Electrical & Computer Engineering, Department of


First Advisor

Lance C. Pérez

Date of this Version



A DISSERTATION Presented to the Faculty ofe Graduate College at the University of Nebraska In Partial Fulfilment of Requirements For the Degree of Doctor of Philosophy, Major: Electrical and Computer Engineering, Under the Supervision of Professor Lance C. Pérez. Lincoln, Nebraska: December, 2019.

Copyright © 2019 Mateusz M. Mittek


The goal of Multiple Object Tracking (MOT) is to locate multiple objects and keep track of their individual identities and trajectories given a sequence of (video) frames. A popular approach to MOT is tracking by detection consisting of two processing components: detection (identification of objects of interest in individual frames) and data association (connecting data from multiple frames). This work addresses the detection component by introducing a method based on semantic instance segmentation, i.e., assigning labels to all visible pixels such that they are unique among different instances. Modern tracking methods often built around Convolutional Neural Networks (CNNs) and additional, explicitly-defined post-processing steps.

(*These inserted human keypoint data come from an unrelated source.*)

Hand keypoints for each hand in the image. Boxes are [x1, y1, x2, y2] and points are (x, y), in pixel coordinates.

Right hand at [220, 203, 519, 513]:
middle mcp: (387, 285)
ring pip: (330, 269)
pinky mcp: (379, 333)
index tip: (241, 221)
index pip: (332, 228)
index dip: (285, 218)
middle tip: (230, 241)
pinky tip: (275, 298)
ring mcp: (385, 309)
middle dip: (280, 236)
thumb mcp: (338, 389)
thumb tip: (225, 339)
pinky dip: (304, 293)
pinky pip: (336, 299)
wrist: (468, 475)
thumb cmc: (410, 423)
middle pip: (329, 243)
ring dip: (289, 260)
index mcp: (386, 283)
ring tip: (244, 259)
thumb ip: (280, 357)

This work introduces two detection methods that incorporate multi-dimensional embeddings. We train deep CNNs to produce easily-clusterable embeddings for semantic instance segmentation and to enable object detection through pose estimation. The use of embeddings allows the method to identify per-pixel instance membership for both tasks.

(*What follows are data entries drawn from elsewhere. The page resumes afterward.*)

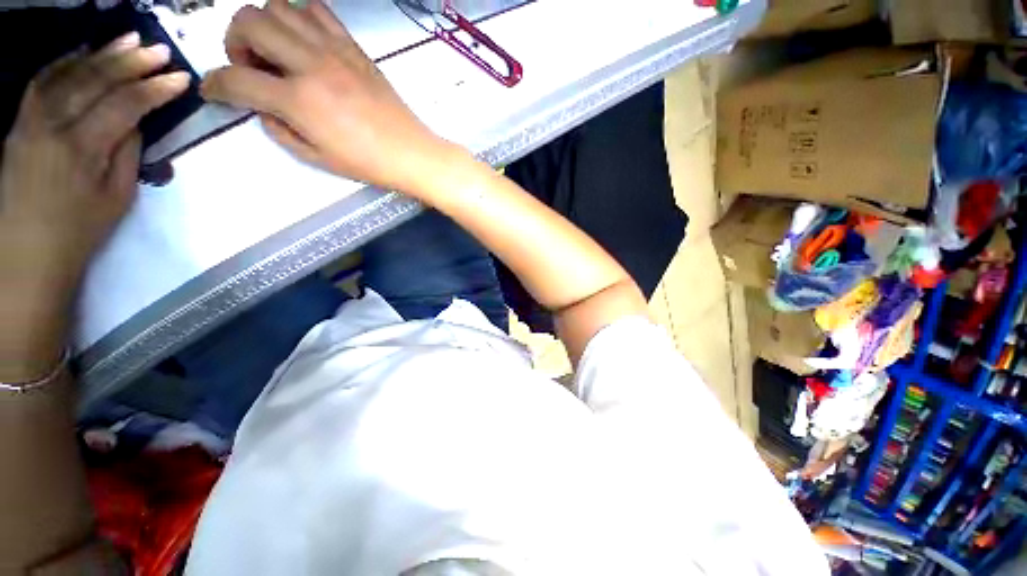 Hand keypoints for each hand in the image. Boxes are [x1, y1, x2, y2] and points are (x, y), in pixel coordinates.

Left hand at [0, 33, 187, 379]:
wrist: (29, 253)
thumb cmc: (81, 231)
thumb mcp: (118, 197)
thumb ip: (127, 153)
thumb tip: (136, 121)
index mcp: (81, 149)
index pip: (124, 106)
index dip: (155, 89)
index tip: (182, 78)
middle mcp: (52, 126)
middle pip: (95, 81)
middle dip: (131, 62)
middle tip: (160, 50)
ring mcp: (30, 120)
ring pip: (69, 73)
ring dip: (101, 54)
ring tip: (129, 39)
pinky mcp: (19, 123)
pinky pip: (43, 81)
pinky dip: (66, 62)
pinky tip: (85, 52)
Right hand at [201, 0, 458, 197]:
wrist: (410, 153)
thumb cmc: (367, 163)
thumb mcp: (316, 157)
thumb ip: (279, 130)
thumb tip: (263, 108)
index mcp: (298, 100)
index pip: (234, 78)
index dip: (213, 84)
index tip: (212, 91)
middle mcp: (310, 64)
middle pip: (247, 20)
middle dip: (234, 42)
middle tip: (251, 68)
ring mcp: (334, 50)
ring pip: (279, 5)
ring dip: (265, 25)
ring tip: (277, 53)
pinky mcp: (354, 47)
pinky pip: (317, 9)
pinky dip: (300, 16)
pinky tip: (304, 41)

Our method specifically targets applications that require long-term tracking of homogeneous targets using a stationary camera. Furthermore, this method was developed and evaluated on a livestock tracking application which presents exceptional challenges that generalized tracking methods are not equipped to solve. This is largely because contemporary datasets for multiple object tracking lack properties that are specific to livestock environments. These include a high degree of visual similarity between targets, complex physical interactions, long-term inter-object occlusions, and a fixed-cardinality set of targets.

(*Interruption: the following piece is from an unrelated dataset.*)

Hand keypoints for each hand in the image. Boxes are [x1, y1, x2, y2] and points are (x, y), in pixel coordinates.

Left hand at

For the reasons stated above, our method is developed and tested with the livestock application in mind and, specifically, group-housed pigs are evaluated in this work. Our method reliably detects pigs in a group housed environment based on the publicly available dataset with 99% precision and 95% using pose estimation and achieves 80% accuracy when using semantic instance segmentation at 50% IoU threshold.

Results demonstrate our method's ability to achieve consistent identification and tracking of group-housed livestock, even in cases where the targets are occluded and despite the fact that they lack uniquely identifying features. The pixel-level embeddings used by the proposed method are thoroughly evaluated in order to demonstrate their properties and behaviors when applied to real data.